I'm terrified she thinks I wouldn't make a good T, and that's why she's not sharing her opinion.

PM
I feel really badly that I'm gushing everywhere and you are freaking out. I actually wish I hadn't posted.
Rest assured, from what I've read, our situations are pretty different. I am completely sure being a t is what I'm supposed to do. I actually spent months not telling anyone (including my H) that psychology was my direction. I kept it to myself because I was heavily influenced the last time I chose a career path. I became a dental hygienist because everyone seem to think I should. My H's mother and sister both spent their careers in the dental field. I was convinced that I could be "happy enough" following their footsteps. I was tremendously wrong. Looking back, I knew it wasn't what I wanted to do. This time, I wanted to make sure that I chose what was right for me based on my thoughts and feelings, not anyone else's. Also, my T is aware of my academic record and accomplishments. If that's not enough, I'm 38 years old (I can't believe I just admitted that in a public post. I'm not in the least young and impressionable anymore. If my T had had negative feedback for me, it wouldn't have changed my mind.
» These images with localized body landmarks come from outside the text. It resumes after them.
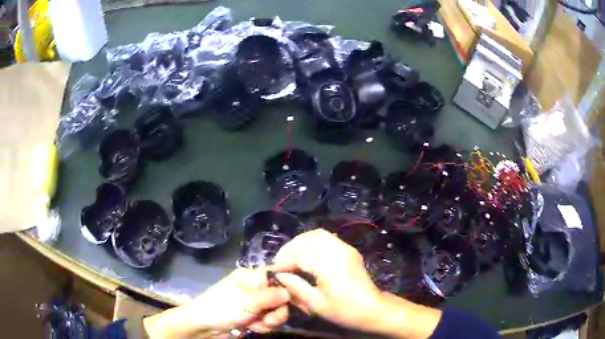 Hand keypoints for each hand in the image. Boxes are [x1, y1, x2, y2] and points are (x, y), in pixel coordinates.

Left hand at [144, 268, 289, 337]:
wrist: (204, 326)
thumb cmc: (224, 307)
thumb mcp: (249, 300)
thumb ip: (273, 295)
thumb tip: (292, 291)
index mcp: (252, 277)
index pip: (277, 275)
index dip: (288, 285)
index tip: (294, 298)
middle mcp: (255, 289)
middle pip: (281, 297)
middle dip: (277, 310)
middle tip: (267, 317)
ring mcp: (254, 304)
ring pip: (276, 311)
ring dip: (270, 321)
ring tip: (256, 324)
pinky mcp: (253, 317)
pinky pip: (268, 321)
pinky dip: (263, 326)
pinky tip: (253, 328)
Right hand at [272, 229, 441, 338]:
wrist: (372, 309)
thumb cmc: (344, 311)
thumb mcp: (316, 304)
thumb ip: (296, 287)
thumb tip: (279, 275)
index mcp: (331, 266)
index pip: (300, 256)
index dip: (284, 262)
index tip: (274, 271)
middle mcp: (339, 251)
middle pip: (309, 238)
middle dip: (291, 248)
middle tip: (280, 262)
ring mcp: (346, 248)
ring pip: (318, 235)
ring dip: (301, 243)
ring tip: (290, 257)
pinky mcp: (349, 250)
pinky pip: (327, 239)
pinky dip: (312, 243)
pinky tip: (306, 256) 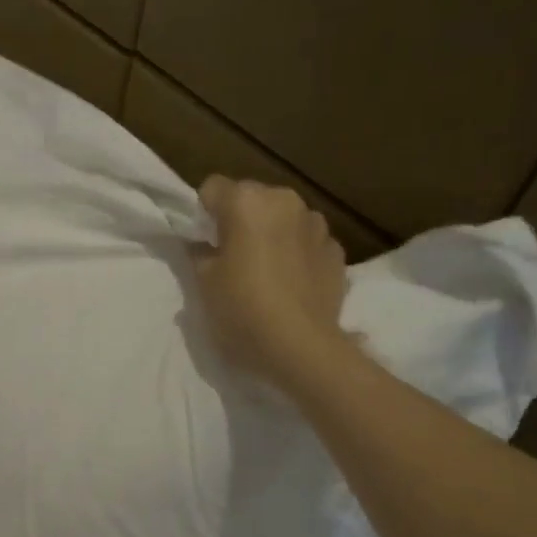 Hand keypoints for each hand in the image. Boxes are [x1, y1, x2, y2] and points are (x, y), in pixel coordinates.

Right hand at [195, 176, 349, 383]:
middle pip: (252, 198)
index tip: (203, 242)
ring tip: (265, 272)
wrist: (300, 348)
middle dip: (240, 220)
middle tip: (232, 258)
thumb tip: (203, 244)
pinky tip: (291, 284)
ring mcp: (317, 224)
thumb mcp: (203, 284)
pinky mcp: (337, 250)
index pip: (212, 188)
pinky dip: (296, 253)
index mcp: (247, 202)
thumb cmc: (242, 311)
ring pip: (283, 218)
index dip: (203, 214)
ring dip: (272, 234)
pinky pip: (307, 242)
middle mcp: (285, 201)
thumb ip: (200, 253)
I was worried that her opinion might change our relationship, not my career path. If she had questioned my decision, I would have thought that she and I aren't as attuned as I thought.the fact that she knew just shows me how attuned we are. Maybe more then I thought. I haven't asked her how she knew yet. I was too stunned that she knew to wonder how. I'm going to ask though.
From my perspective, it looks like your T has several reasons not to give her opinion. I'm sure she will support you if you decide this is the right path for you. Speaking from experience, you'll probably gain a lot of confidence in yourself and your decisions without her or anyone's input. You know yourself better then anyone else does. No matter what you decide to become, go after it with everything you have. Believe in yourself and know that when you get where you're going, you'll be ready to be there. I don't know you but I tend to have faith in people who have faith in themselves and if you believe this is the right thing for you, I'm sure you'll be a great T.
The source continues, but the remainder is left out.